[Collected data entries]

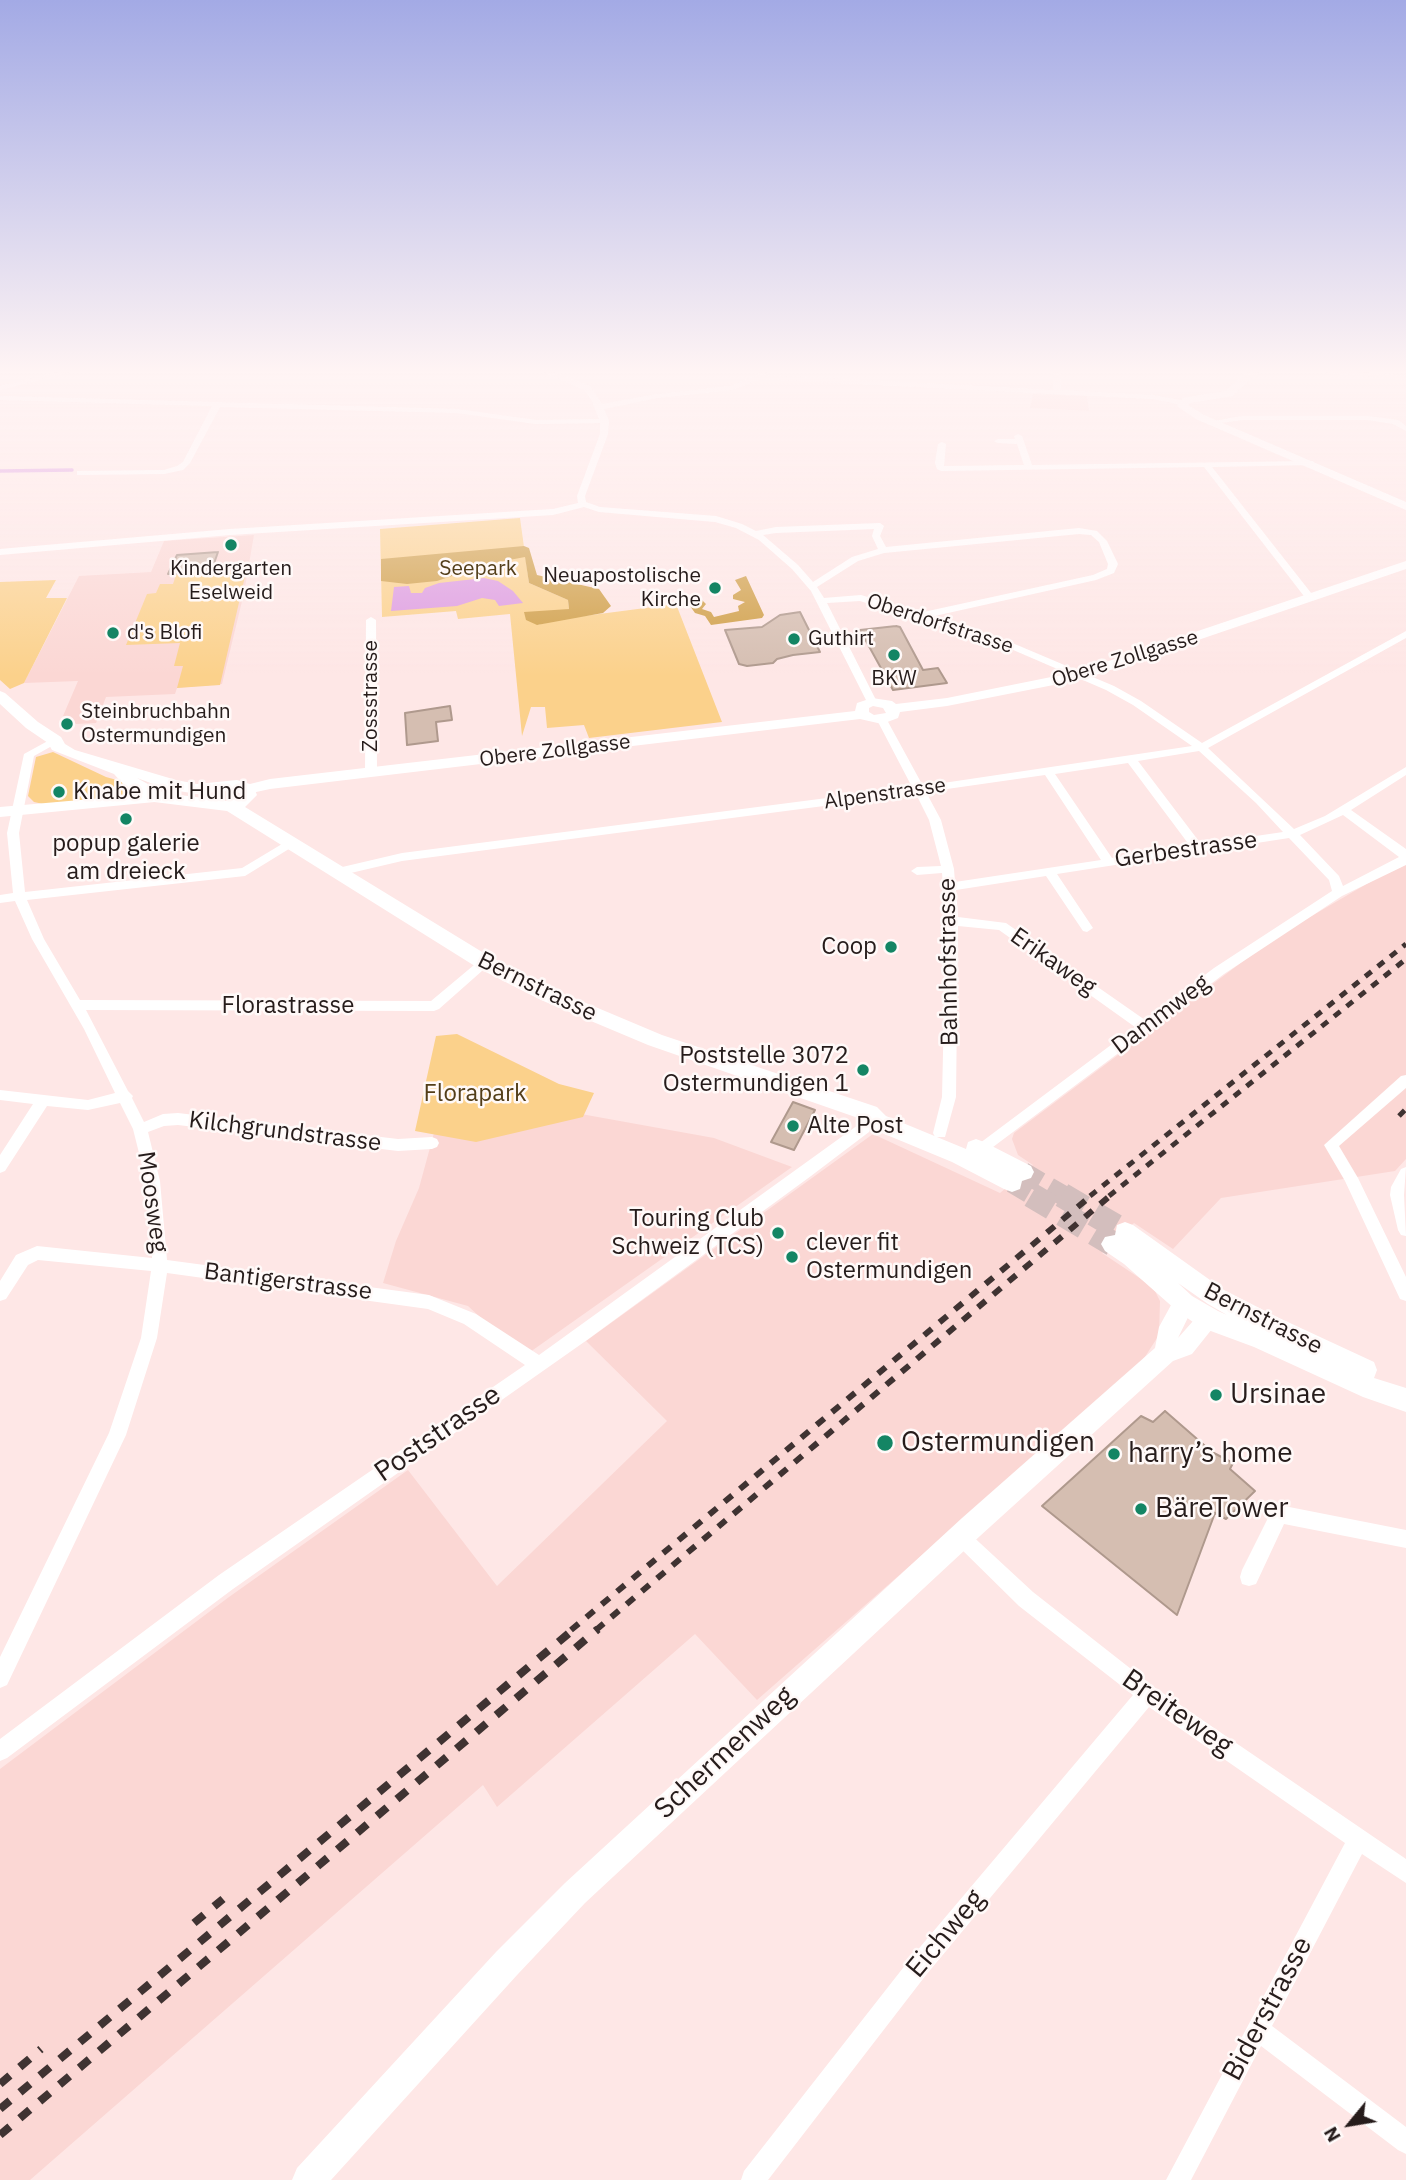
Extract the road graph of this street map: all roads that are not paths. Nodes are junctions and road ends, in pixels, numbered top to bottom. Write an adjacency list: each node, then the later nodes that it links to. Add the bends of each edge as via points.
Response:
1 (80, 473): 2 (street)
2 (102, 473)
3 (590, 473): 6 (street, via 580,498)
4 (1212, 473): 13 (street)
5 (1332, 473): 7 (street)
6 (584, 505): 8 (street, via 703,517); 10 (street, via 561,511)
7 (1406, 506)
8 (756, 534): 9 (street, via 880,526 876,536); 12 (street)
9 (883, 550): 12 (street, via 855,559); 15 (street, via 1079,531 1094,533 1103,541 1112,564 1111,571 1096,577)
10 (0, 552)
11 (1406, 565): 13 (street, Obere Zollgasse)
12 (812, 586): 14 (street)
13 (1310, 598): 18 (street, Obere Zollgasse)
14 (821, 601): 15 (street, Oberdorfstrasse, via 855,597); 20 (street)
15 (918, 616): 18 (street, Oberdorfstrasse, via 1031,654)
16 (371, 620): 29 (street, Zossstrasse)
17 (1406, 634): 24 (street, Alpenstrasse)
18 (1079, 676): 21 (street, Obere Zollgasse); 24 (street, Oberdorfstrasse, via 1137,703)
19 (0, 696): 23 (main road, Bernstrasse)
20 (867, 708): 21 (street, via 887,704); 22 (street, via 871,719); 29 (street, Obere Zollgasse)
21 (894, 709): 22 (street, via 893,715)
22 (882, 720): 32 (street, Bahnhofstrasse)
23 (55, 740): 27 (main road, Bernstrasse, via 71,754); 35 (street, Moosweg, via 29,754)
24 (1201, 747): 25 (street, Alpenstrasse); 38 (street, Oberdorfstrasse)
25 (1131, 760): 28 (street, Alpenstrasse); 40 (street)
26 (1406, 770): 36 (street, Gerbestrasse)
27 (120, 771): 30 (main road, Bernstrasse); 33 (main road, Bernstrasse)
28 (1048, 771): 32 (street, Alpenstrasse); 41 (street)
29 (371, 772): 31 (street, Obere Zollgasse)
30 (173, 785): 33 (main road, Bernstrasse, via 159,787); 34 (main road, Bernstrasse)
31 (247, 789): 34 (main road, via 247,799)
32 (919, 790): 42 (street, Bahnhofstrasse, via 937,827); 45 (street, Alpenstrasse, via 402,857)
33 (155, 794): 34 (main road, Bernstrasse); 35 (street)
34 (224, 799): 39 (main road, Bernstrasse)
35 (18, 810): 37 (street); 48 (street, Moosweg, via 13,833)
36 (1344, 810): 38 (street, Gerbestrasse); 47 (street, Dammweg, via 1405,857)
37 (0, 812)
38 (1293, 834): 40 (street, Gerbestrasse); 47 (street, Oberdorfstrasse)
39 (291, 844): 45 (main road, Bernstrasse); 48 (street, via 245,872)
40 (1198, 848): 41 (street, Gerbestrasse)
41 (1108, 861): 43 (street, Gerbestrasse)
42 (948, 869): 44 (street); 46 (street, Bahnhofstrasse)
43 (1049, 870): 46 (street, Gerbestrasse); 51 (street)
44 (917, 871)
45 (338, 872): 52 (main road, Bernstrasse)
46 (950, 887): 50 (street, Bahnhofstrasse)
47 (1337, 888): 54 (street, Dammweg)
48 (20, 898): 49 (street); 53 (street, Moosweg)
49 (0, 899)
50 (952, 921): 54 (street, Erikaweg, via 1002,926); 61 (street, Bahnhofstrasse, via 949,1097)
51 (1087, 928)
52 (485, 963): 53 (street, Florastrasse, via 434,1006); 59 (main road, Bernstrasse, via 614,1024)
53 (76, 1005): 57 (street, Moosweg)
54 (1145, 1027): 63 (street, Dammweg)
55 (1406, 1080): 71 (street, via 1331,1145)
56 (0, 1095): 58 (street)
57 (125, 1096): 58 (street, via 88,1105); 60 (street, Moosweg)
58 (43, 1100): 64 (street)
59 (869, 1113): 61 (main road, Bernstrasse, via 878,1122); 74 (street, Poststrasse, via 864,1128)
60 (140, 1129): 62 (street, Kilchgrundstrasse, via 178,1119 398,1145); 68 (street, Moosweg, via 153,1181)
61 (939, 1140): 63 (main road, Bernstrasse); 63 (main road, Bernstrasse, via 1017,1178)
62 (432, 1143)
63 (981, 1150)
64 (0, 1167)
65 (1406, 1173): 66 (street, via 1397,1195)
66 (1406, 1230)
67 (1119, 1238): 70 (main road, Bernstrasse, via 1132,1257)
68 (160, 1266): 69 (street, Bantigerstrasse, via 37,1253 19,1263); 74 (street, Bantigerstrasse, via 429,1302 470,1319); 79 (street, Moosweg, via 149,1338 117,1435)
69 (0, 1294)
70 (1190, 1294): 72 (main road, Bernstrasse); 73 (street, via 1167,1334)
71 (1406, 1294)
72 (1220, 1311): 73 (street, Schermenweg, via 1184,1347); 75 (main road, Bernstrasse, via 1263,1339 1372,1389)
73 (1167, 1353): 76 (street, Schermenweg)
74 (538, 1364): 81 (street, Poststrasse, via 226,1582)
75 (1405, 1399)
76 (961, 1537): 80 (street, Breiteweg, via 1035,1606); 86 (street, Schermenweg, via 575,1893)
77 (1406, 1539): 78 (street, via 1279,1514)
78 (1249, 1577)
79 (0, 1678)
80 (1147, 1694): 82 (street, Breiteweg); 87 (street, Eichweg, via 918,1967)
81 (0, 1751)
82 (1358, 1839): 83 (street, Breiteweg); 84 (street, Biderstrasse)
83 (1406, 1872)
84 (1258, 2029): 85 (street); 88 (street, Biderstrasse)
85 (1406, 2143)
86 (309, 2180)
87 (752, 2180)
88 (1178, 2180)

[PROBLEM STATEMENT]: In the lines above, spot each one that contains the word "Bahnhofstrasse" and copy it.

[ANSWER SPACE]:
22 (882, 720): 32 (street, Bahnhofstrasse)
32 (919, 790): 42 (street, Bahnhofstrasse, via 937,827); 45 (street, Alpenstrasse, via 402,857)
42 (948, 869): 44 (street); 46 (street, Bahnhofstrasse)
46 (950, 887): 50 (street, Bahnhofstrasse)
50 (952, 921): 54 (street, Erikaweg, via 1002,926); 61 (street, Bahnhofstrasse, via 949,1097)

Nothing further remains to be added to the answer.